Clusters were identified using a weighted Shared Nearest Neighbor (SNN) graph-based clustering method. Marker genes for each cluster were determined using the “FindAllMarkers” function in Seurat with the “bimod” test (default parameters). Representative genes were selected if they were expressed in more than 10% of cells within a cluster and had an average log2 Fold Change (log2FC) ≥ 0.26.

Differential expression and functional enrichment analysis

Differential expression analysis for each cell type among the three groups was performed using the “bimod” test via the “FindAllMarkers” tool. Differentially expressed genes (DEGs) were identified based on the criteria: p < 0.01, expression in more than 10% of cells, and|log2FC| ≥ 0.26. Functional enrichment analysis, including Kyoto Encyclopedia of Genes and Genomes (KEGG) and Gene Ontology (GO) pathway analysis, was conducted using the “clusterProfiler” package (version 4.0) in R.

RNA velocity analysis

RNA velocity was calculated using the “scvelo” Python package to predict future cellular states. Spliced and unspliced reads were annotated, and RNA velocity for each cell was computed with default settings. Velocity fields and pseudotime values were then projected onto the UMAP plot.

TCR data analysis

scTCR-seq data were processed using the Cell Ranger VDJ Software Suite (version 4.0.0, 10x Genomics) and mapped to the GRCh38 VDJ reference.

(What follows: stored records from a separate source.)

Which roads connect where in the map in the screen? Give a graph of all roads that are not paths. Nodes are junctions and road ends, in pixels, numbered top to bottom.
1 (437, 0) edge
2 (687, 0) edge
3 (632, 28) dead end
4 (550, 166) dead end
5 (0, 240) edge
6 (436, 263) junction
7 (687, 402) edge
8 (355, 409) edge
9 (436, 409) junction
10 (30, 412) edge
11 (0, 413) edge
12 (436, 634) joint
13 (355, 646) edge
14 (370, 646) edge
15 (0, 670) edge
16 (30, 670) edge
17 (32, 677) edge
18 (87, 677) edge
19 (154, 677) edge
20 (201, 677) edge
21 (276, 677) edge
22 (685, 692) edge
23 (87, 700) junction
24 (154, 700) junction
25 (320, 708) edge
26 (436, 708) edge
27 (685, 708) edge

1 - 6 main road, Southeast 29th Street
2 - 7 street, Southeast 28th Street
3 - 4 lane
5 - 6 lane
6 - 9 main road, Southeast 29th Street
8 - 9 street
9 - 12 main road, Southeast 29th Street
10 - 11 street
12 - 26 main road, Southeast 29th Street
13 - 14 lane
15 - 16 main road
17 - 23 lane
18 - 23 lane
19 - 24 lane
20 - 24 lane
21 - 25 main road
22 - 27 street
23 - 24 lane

Only full-length, productive contigs with assigned raw clonotype IDs were retained. Clonotypes were characterized by V gene usage, and expanded clones (clone size > 1) were identified. Analysis of clonal expansion in CD8 ⁺ T cells from FM patients revealed the top five CDR3b patterns, which were analyzed using the TCRMatch tool with a medium filtration threshold (> 0.90).

Animals

4-6-week-old male BALB/c mice were purchased from Beijing Vital River Laboratory Animal Technology Co., Ltd and randomly divided into two or three groups. A viral myocarditis mouse model was established using coxsackie virus type B3 (CVB3). Mice in the CVB3 + group received an intraperitoneal injection of 200 µl 10⁶ tissue culture infectious dose 50 (TCID50) /100µl of CVB3. An equivalent phosphate buffer solution (PBS) was used as a control. In the CVB3 + CD8⁺T-deletion group, mice were treated with anti-mouse CD8a antibody (100746, BioLegend, San Diego, USA) intravenously at a dose of 200 ug per mouse one day before CVB3 infection, with additional injections given every other day (Fig. 4B). CD8⁺T depletion was confirmed on day 7 using FACS. For adoptive transfer, 1 × 10⁶ CD8⁺T cells extracted from MC mice (CD8⁺T^MC) and normal mice (CD8⁺T^Con) were first injected intravenously, followed by the injection of a low dose of CVB3 (100 µl of the previously described CVB3 solution) one day later (Fig. 5A and B). Mice in the CVB3 + CXCR4-block group were treated daily with a CXCR4 antagonist (Motixafortide, MCE, Shanghai, China) subcutaneously at 200 ug per mouse from day 0 to day 4 (Fig. 8A). Weight was recorded daily until day 7. For anesthesia, mice were placed in an induction chamber with 4% isoflurane, and maintained with 2% isoflurane at a flow rate of 0.6–1 L/min via facemask. Echocardiography was performed using KOLO^® SiliconWave 60 with a 30 MHz L38-22K3 scan head, recording left ventricular ejection fraction and fractional shortening. All animals were sacrificed on day 7 by spinal cord dislocation following anesthesia, and blood, spleens, and hearts were collected for analysis.

Histological staining

Mouse cardiac tissues were fixed in 4% paraformaldehyde and embedded in paraffin. Tissue slices with 4 μm thickness were prepared and subjected to hematoxylin-eosin staining, apoptosis detection, and immunofluorescence analysis (details provided below).

Immunofluorescence

For paraffin-embedded mouse myocardial tissue sections, the samples were dewaxed, permeabilizated, blocked, and stained overnight at 4° with CXCR4 Monoclonal antibody (1:200; 60042-1-Ig, Proteintech, Wuhan, China) or Recombinant Anti-CD8 alpha Rabbit mAb (1:50; GB15068-100, Servicebio, Wuhan, China) after PBS washing, the sections were incubated with CoraLite488-conjugated goat anti-mouse (1:200; SA00013-1, Proteintech, Wuhan, China) or Alexa Fluor594-conjugated goat anti-rabbit antibody (1:200; GB28301, Servicebio, Wuhan, China) for 1 h at room temperature. Nuclei were also stained with DAPI for 10 min. Images were collected using an OLYMPUS BX63 fluorescence microscope and an EVOS M7000 microscope.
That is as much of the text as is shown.